EXERCISE DIRECTIONS: Each line below should be written out again exactly.

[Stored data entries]

##########

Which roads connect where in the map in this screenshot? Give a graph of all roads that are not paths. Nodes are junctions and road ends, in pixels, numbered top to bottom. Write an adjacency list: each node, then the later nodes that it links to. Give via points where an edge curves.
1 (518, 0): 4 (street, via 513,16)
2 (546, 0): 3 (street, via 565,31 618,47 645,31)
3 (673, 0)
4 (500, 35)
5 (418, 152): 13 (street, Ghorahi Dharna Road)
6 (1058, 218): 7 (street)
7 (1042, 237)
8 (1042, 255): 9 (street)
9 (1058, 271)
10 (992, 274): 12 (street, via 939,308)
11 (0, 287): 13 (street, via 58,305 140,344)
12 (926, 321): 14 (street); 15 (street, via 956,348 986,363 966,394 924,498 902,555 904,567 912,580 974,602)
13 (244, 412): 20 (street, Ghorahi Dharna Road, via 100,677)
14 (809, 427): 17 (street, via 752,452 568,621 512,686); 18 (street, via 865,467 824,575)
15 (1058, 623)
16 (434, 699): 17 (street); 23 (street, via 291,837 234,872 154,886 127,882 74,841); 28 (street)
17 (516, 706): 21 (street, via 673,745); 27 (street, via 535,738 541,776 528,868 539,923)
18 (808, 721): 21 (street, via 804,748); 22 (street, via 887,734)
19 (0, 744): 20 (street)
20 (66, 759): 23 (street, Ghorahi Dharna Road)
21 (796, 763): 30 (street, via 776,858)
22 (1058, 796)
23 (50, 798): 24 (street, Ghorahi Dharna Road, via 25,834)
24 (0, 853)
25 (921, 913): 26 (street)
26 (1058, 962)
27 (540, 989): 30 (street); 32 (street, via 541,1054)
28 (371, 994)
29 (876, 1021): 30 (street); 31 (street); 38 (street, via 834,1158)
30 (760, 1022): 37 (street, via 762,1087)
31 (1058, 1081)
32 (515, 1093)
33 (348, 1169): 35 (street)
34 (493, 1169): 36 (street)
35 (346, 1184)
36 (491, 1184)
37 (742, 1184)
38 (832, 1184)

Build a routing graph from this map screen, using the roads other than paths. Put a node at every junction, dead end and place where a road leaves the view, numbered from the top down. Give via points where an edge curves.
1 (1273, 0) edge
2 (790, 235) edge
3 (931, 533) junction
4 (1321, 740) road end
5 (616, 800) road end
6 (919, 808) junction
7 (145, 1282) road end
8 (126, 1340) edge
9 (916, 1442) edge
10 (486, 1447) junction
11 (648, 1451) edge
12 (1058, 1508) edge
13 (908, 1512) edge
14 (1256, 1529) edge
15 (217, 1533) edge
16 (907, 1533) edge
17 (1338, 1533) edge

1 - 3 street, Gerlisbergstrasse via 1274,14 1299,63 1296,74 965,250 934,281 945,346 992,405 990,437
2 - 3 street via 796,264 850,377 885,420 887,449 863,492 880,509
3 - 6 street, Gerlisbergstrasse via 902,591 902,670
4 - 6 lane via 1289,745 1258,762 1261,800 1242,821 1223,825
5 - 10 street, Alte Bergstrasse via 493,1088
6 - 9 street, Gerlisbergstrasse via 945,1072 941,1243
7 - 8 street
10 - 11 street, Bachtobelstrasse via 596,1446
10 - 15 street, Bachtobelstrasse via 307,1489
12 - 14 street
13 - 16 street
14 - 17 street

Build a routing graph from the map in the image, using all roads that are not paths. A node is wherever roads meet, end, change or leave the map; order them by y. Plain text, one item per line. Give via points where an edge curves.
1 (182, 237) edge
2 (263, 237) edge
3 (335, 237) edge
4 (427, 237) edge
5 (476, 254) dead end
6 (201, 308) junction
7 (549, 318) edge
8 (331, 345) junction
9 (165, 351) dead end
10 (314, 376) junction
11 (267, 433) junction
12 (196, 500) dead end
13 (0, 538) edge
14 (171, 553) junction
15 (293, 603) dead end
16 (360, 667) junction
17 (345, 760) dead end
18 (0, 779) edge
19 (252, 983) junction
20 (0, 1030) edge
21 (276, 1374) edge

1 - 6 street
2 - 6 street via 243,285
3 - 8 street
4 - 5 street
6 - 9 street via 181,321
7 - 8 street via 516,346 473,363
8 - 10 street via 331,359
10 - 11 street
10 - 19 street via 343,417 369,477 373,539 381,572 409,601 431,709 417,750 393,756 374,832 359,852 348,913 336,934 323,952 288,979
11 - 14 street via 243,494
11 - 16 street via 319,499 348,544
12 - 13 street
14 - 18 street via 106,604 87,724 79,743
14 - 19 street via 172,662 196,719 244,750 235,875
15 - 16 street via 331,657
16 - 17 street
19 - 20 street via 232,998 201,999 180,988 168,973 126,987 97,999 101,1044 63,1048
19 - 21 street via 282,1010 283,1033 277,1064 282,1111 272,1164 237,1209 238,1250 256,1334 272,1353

##########

SOLUTION:
Which roads connect where in the map in this screenshot? Give a graph of all roads that are not paths. Nodes are junctions and road ends, in pixels, numbered top to bottom. Write an adjacency list: each node, then the later nodes that it links to. Give via points where an edge curves.
1 (518, 0): 4 (street, via 513,16)
2 (546, 0): 3 (street, via 565,31 618,47 645,31)
3 (673, 0)
4 (500, 35)
5 (418, 152): 13 (street, Ghorahi Dharna Road)
6 (1058, 218): 7 (street)
7 (1042, 237)
8 (1042, 255): 9 (street)
9 (1058, 271)
10 (992, 274): 12 (street, via 939,308)
11 (0, 287): 13 (street, via 58,305 140,344)
12 (926, 321): 14 (street); 15 (street, via 956,348 986,363 966,394 924,498 902,555 904,567 912,580 974,602)
13 (244, 412): 20 (street, Ghorahi Dharna Road, via 100,677)
14 (809, 427): 17 (street, via 752,452 568,621 512,686); 18 (street, via 865,467 824,575)
15 (1058, 623)
16 (434, 699): 17 (street); 23 (street, via 291,837 234,872 154,886 127,882 74,841); 28 (street)
17 (516, 706): 21 (street, via 673,745); 27 (street, via 535,738 541,776 528,868 539,923)
18 (808, 721): 21 (street, via 804,748); 22 (street, via 887,734)
19 (0, 744): 20 (street)
20 (66, 759): 23 (street, Ghorahi Dharna Road)
21 (796, 763): 30 (street, via 776,858)
22 (1058, 796)
23 (50, 798): 24 (street, Ghorahi Dharna Road, via 25,834)
24 (0, 853)
25 (921, 913): 26 (street)
26 (1058, 962)
27 (540, 989): 30 (street); 32 (street, via 541,1054)
28 (371, 994)
29 (876, 1021): 30 (street); 31 (street); 38 (street, via 834,1158)
30 (760, 1022): 37 (street, via 762,1087)
31 (1058, 1081)
32 (515, 1093)
33 (348, 1169): 35 (street)
34 (493, 1169): 36 (street)
35 (346, 1184)
36 (491, 1184)
37 (742, 1184)
38 (832, 1184)

Build a routing graph from this map screen, using the roads other than paths. Put a node at every junction, dead end and place where a road leaves the view, numbered from the top down. Give via points where an edge curves.
1 (1273, 0) edge
2 (790, 235) edge
3 (931, 533) junction
4 (1321, 740) road end
5 (616, 800) road end
6 (919, 808) junction
7 (145, 1282) road end
8 (126, 1340) edge
9 (916, 1442) edge
10 (486, 1447) junction
11 (648, 1451) edge
12 (1058, 1508) edge
13 (908, 1512) edge
14 (1256, 1529) edge
15 (217, 1533) edge
16 (907, 1533) edge
17 (1338, 1533) edge

1 - 3 street, Gerlisbergstrasse via 1274,14 1299,63 1296,74 965,250 934,281 945,346 992,405 990,437
2 - 3 street via 796,264 850,377 885,420 887,449 863,492 880,509
3 - 6 street, Gerlisbergstrasse via 902,591 902,670
4 - 6 lane via 1289,745 1258,762 1261,800 1242,821 1223,825
5 - 10 street, Alte Bergstrasse via 493,1088
6 - 9 street, Gerlisbergstrasse via 945,1072 941,1243
7 - 8 street
10 - 11 street, Bachtobelstrasse via 596,1446
10 - 15 street, Bachtobelstrasse via 307,1489
12 - 14 street
13 - 16 street
14 - 17 street

Build a routing graph from the map in the image, using all roads that are not paths. A node is wherever roads meet, end, change or leave the map; order them by y. Plain text, one item per line. Give via points where an edge curves.
1 (182, 237) edge
2 (263, 237) edge
3 (335, 237) edge
4 (427, 237) edge
5 (476, 254) dead end
6 (201, 308) junction
7 (549, 318) edge
8 (331, 345) junction
9 (165, 351) dead end
10 (314, 376) junction
11 (267, 433) junction
12 (196, 500) dead end
13 (0, 538) edge
14 (171, 553) junction
15 (293, 603) dead end
16 (360, 667) junction
17 (345, 760) dead end
18 (0, 779) edge
19 (252, 983) junction
20 (0, 1030) edge
21 (276, 1374) edge

1 - 6 street
2 - 6 street via 243,285
3 - 8 street
4 - 5 street
6 - 9 street via 181,321
7 - 8 street via 516,346 473,363
8 - 10 street via 331,359
10 - 11 street
10 - 19 street via 343,417 369,477 373,539 381,572 409,601 431,709 417,750 393,756 374,832 359,852 348,913 336,934 323,952 288,979
11 - 14 street via 243,494
11 - 16 street via 319,499 348,544
12 - 13 street
14 - 18 street via 106,604 87,724 79,743
14 - 19 street via 172,662 196,719 244,750 235,875
15 - 16 street via 331,657
16 - 17 street
19 - 20 street via 232,998 201,999 180,988 168,973 126,987 97,999 101,1044 63,1048
19 - 21 street via 282,1010 283,1033 277,1064 282,1111 272,1164 237,1209 238,1250 256,1334 272,1353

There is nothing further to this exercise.